Since the beginning of the 1970s, there has often been discussion about whether the risk of a protein deficiency is higher among vegans than for meat eaters. One of the main reasons for this is the book “Diet for a small planet” published in 1971, in which one finds numerous useful recommendations about the protein intake in the vegan diet. Unfortunately, there are many people who eat a plant-based diet and do not pay enough attention to their protein intake. Kwashiorkor's disease is also known as a protein deficiency disease. It occurs especially in areas of hunger in children or in people with severe eating disorders such as anorexia and bulimia. But vegans who neglect the importance of protein for the body can also contract the serious illness.
Vegan protein sources: what are the protein deficiency symptoms?
According to health experts, vegans and vegetarians must have their blood protein levels checked at least every 3 months. Below are some of the most common symptoms that indicate mild to moderate protein deficiency. However, we have to warn you that these symptoms are rather non-specific and can have other causes. These include, for example, vitamin deficiency, hormonal imbalance, iron deficiency, etc.
- Chronic fatigue
- Hair loss
- sleep disorders
- Loss of performance and muscle weakness
- Poor concentration
- Depression and anxiety
- Dry skin
- Susceptibility to infection
- Food cravings
While the excessive consumption of meat and dairy products can lead to a variety of diseases, there is no denying that these foods are very high in protein. However, other important nutrients such as potassium, calcium, zinc, magnesium and important fiber are contained in vegetable proteins. And that is exactly what makes the vegan diet much healthier. However, if you have only recently started a vegetarian or vegan diet and do not replace the animal proteins with suitable vegetable alternatives, the likelihood of suffering from a protein deficiency is very high.

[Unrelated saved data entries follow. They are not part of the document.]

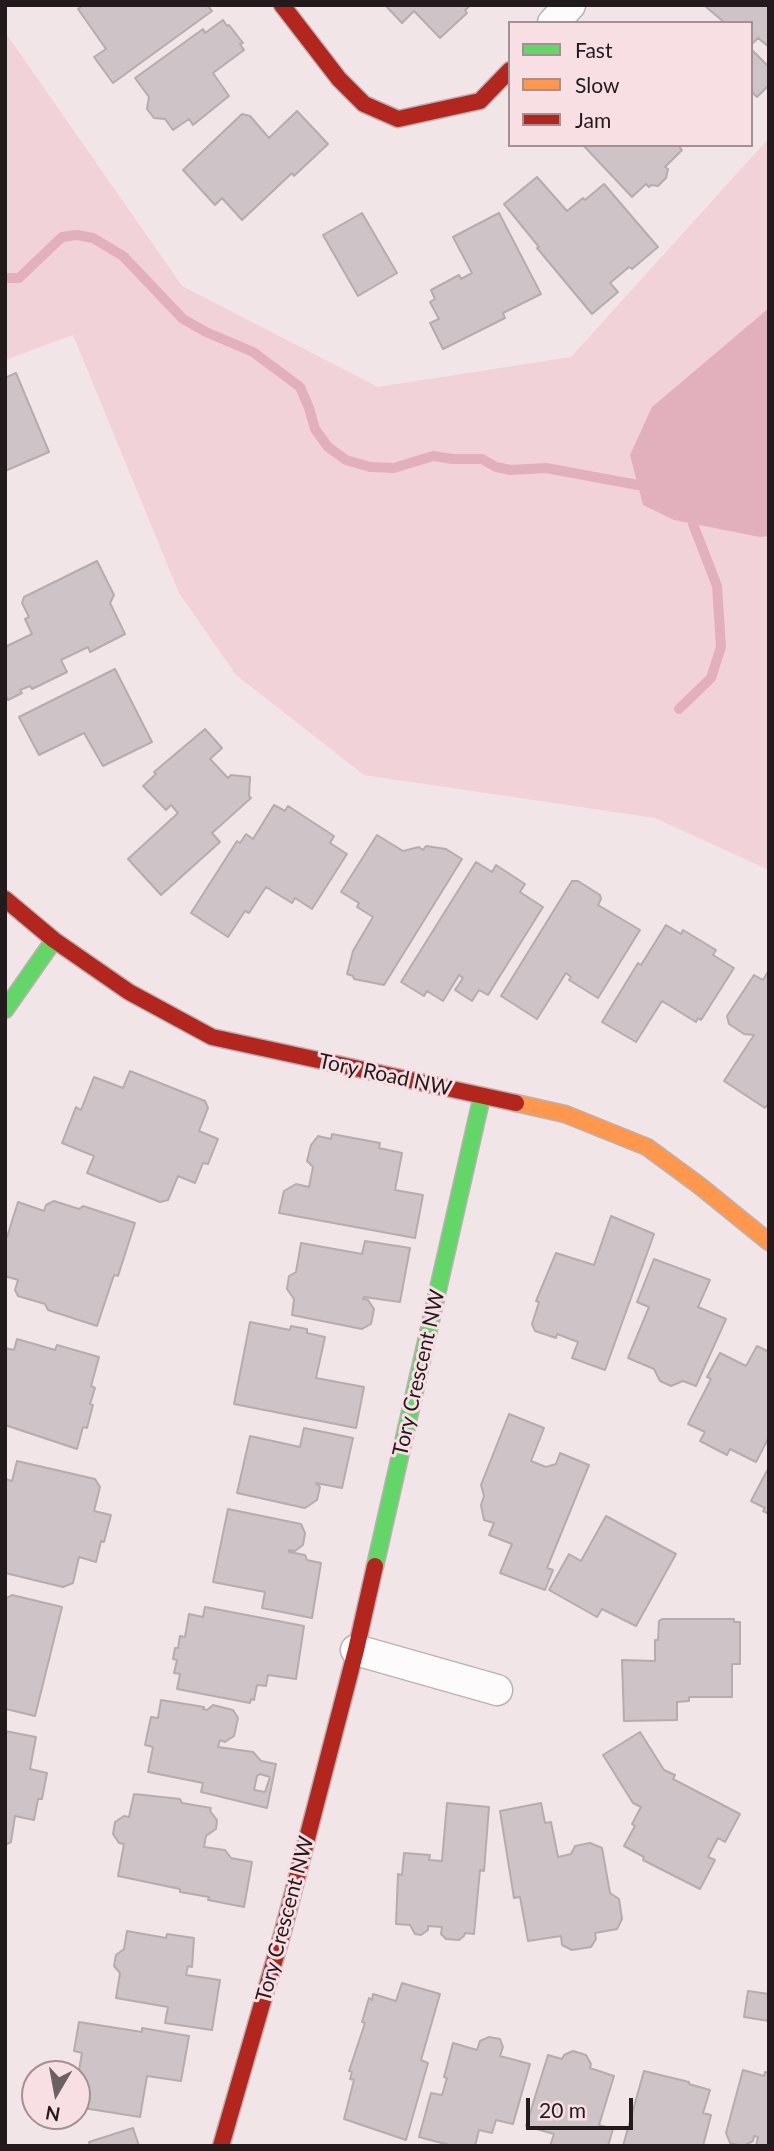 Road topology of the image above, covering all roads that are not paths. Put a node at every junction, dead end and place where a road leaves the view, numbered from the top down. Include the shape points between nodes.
1 (282, 5) edge
2 (570, 5) edge
3 (555, 21) edge
4 (508, 72) edge
5 (5, 898) edge
6 (54, 940) junction
7 (5, 1010) edge
8 (482, 1096) junction
9 (769, 1242) edge
10 (356, 1650) junction
11 (497, 1690) dead end
12 (221, 2146) edge

1 - 4 street via 364,104 398,119 480,101
2 - 3 street
5 - 6 street, Tory Road NW
6 - 7 street
6 - 8 street, Tory Road NW via 129,992 212,1037
8 - 9 street, Tory Road NW via 565,1114 647,1147
8 - 10 street, Tory Crescent NW
10 - 11 street
10 - 12 street, Tory Crescent NW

How much protein a day does our body need?
The World Health Organization recommends a daily intake of approximately 0.8 to 1 gram of protein per kilogram of body weight. In other words – if you weigh 50 kilos, you need about 40-50 grams of protein a day. However, the values are not the same for everyone – for people who exercise every day, the recommended amount is around 1.5 to 2 grams of protein per kilogram of body weight. In addition, much of the protein ingested should be rich in the amino acid lysine. Beans contain a lot of lysine of the vegetable foods, while they are found in very small amounts in rice, nuts and cereal products.

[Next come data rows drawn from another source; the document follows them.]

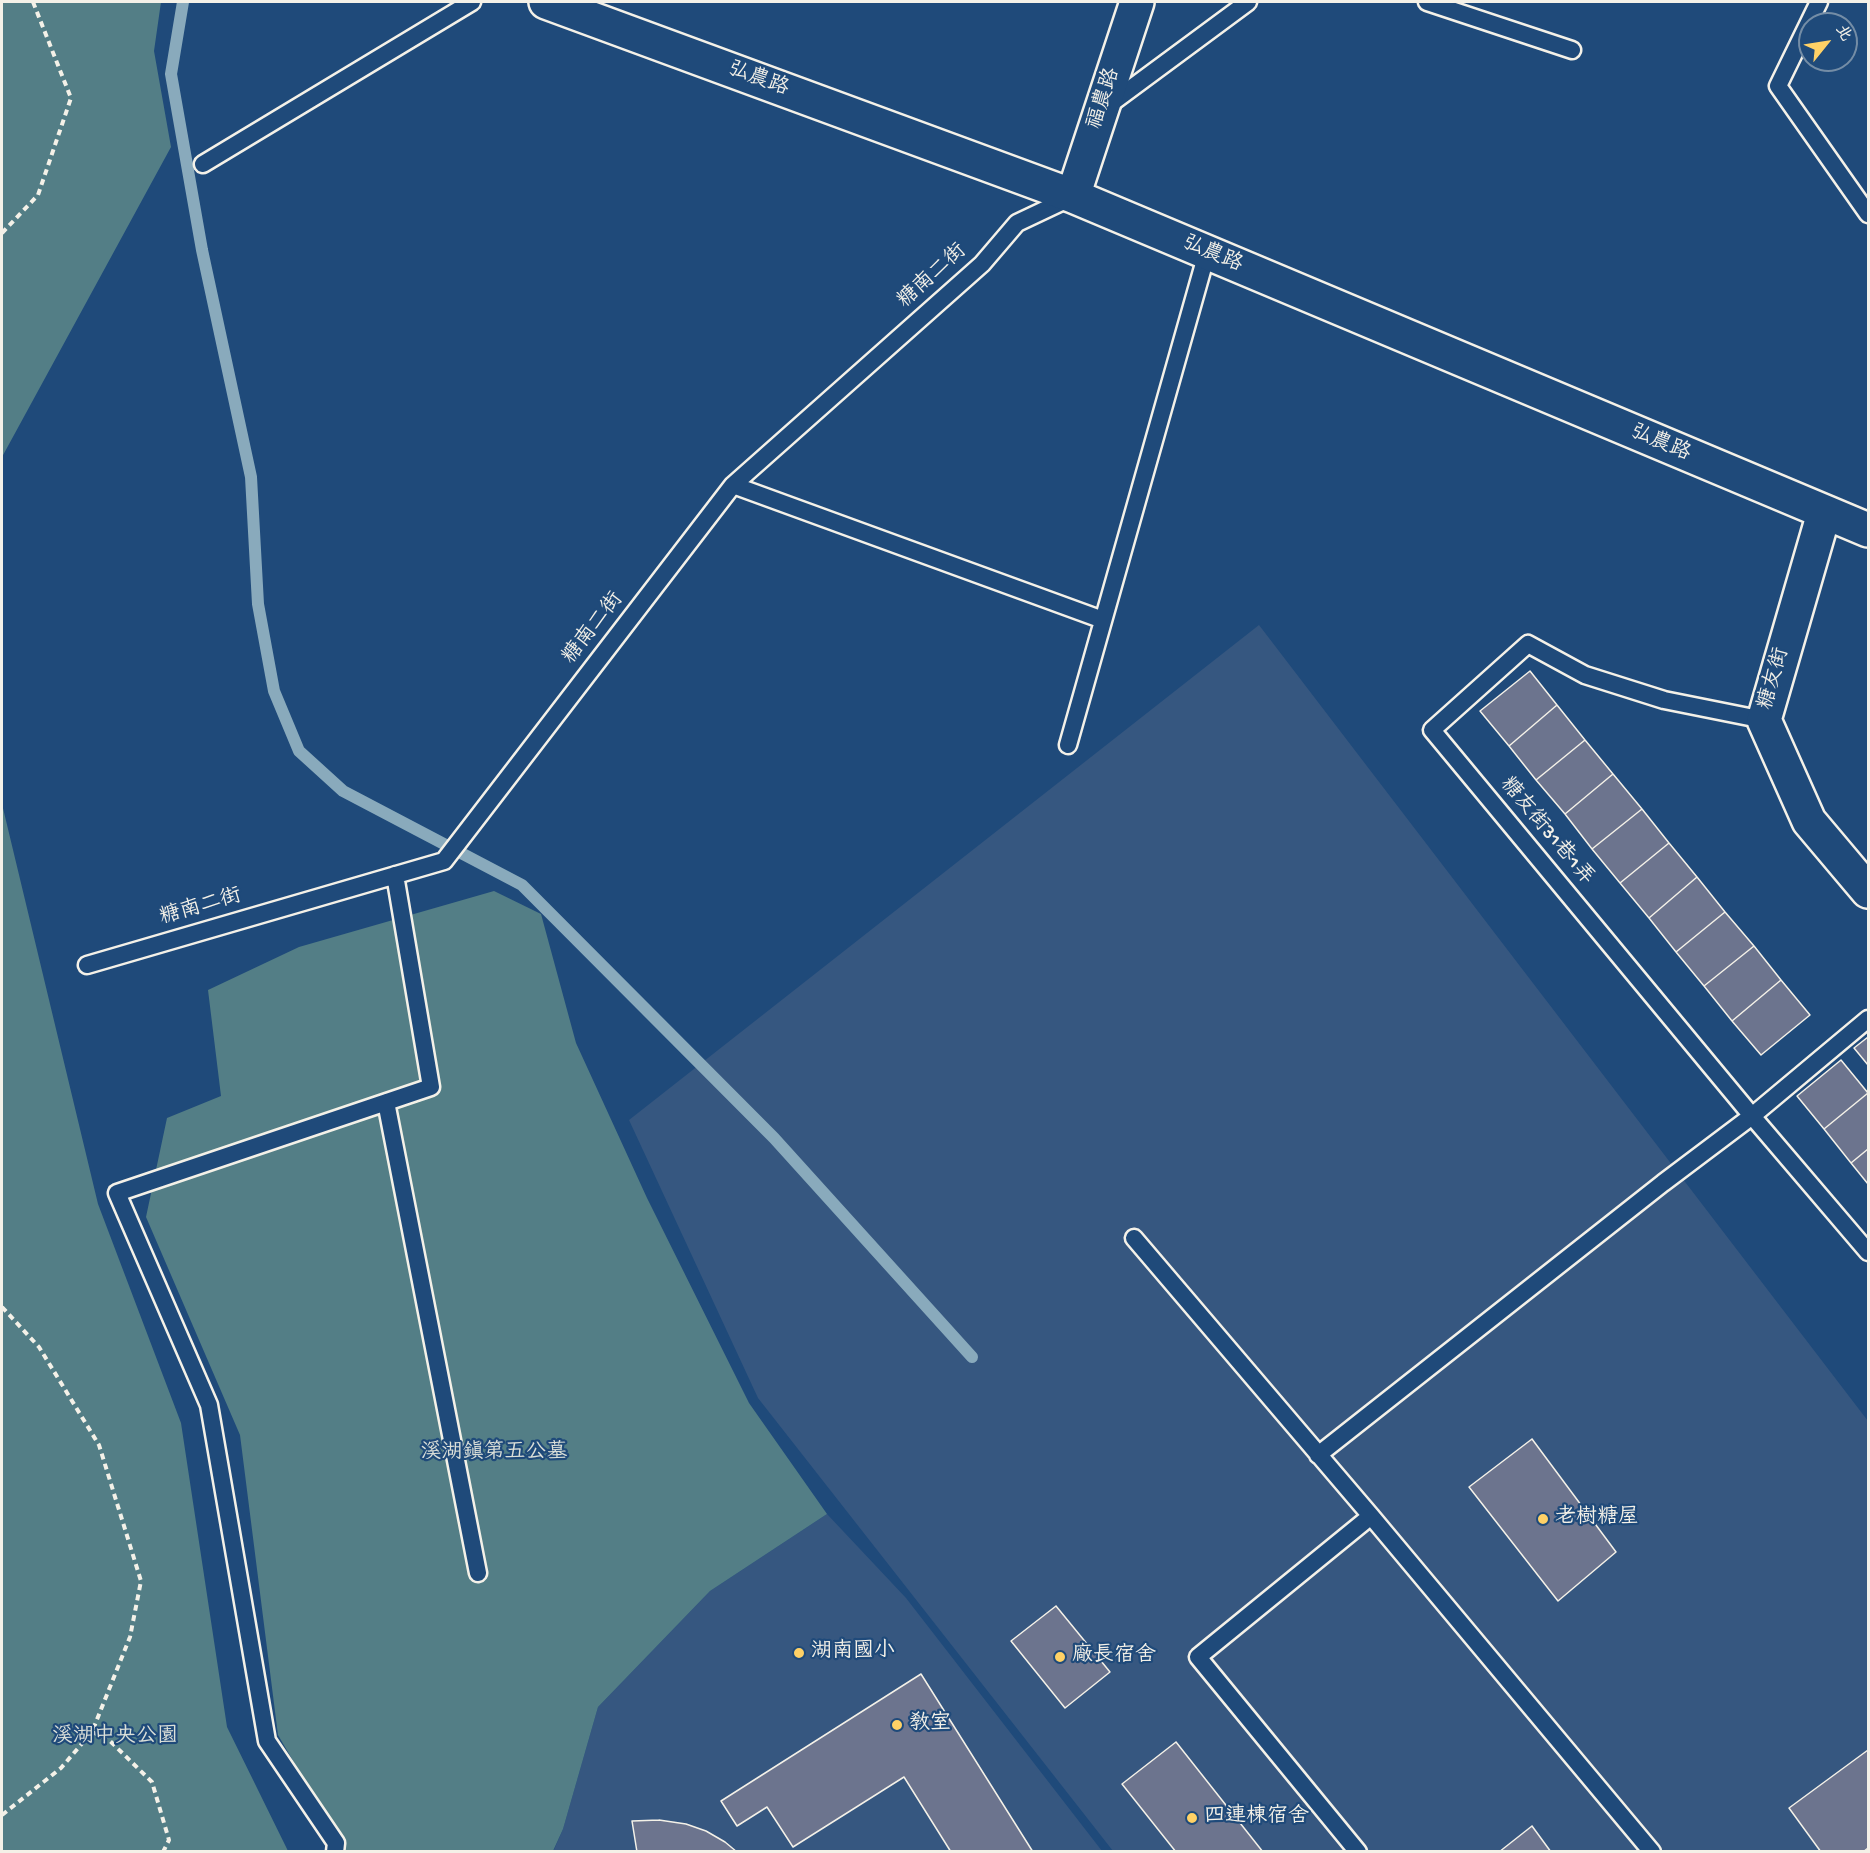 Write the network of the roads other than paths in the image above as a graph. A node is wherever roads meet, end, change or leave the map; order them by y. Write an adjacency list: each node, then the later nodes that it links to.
1 (472, 2): 9 (lane)
2 (546, 2): 10 (street, 弘農路)
3 (1137, 2): 8 (street, 福農路)
4 (1248, 2): 8 (lane)
5 (1427, 2): 7 (lane)
6 (1819, 2): 11 (lane)
7 (1572, 50)
8 (1101, 111): 10 (street, 福農路)
9 (204, 164)
10 (1072, 196): 12 (street, 弘農路); 13 (lane, 糖南二街)
11 (1869, 214)
12 (1208, 254): 14 (street, 弘農路); 16 (lane)
13 (733, 485): 16 (lane); 19 (lane, 糖南二街)
14 (1824, 513): 15 (street, 弘農路); 17 (street, 糖友街)
15 (1869, 530)
16 (1103, 620): 18 (lane)
17 (1764, 720): 20 (street, 糖友街); 24 (lane, 糖友街31巷1弄)
18 (1068, 745)
19 (394, 875): 21 (lane, 糖南二街); 23 (lane)
20 (1869, 891)
21 (87, 965)
22 (1869, 1019): 24 (lane)
23 (386, 1102): 29 (lane); 30 (lane)
24 (1752, 1116): 26 (lane, 糖友街31巷1弄); 27 (lane)
25 (1134, 1238): 27 (lane)
26 (1869, 1252)
27 (1318, 1455): 28 (lane)
28 (1371, 1516): 31 (lane); 32 (lane)
29 (478, 1573)
30 (335, 1851)
31 (1358, 1851)
32 (1652, 1851)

Vegan protein sources – which plant foods are particularly high in protein?
The best way to avoid protein deficiency is, first of all, to ensure a balanced and protein-rich plant diet. Try adding the following foods to your menu.
- Soy milk
- Beans and legumes
- Nuts and seeds
- Vegan protein powder
- Vegan protein bars
- Buckwheat and quinoa
Avoid protein deficiency and tips for increasing protein consumption with a vegan diet
So that your body receives all 9 essential amino acids, it is very important to combine the different vegan protein sources. However, this does not have to be done during a single meal. The latter scientific studies have shown that the body can produce all essential amino acids within 24 hours. There are now many websites, blogs and articles on the Internet where you can find tasty, healthy and high-protein vegan recipes. Beans and tofu are undoubtedly the best vegan sources of protein. Unfortunately, there are many people who can hardly digest them. If that applies to you too, try quinoa, chickpeas, nuts, and tempeh. In addition, some vegan protein powders provide about 20 grams of protein per serving, making them another very good option.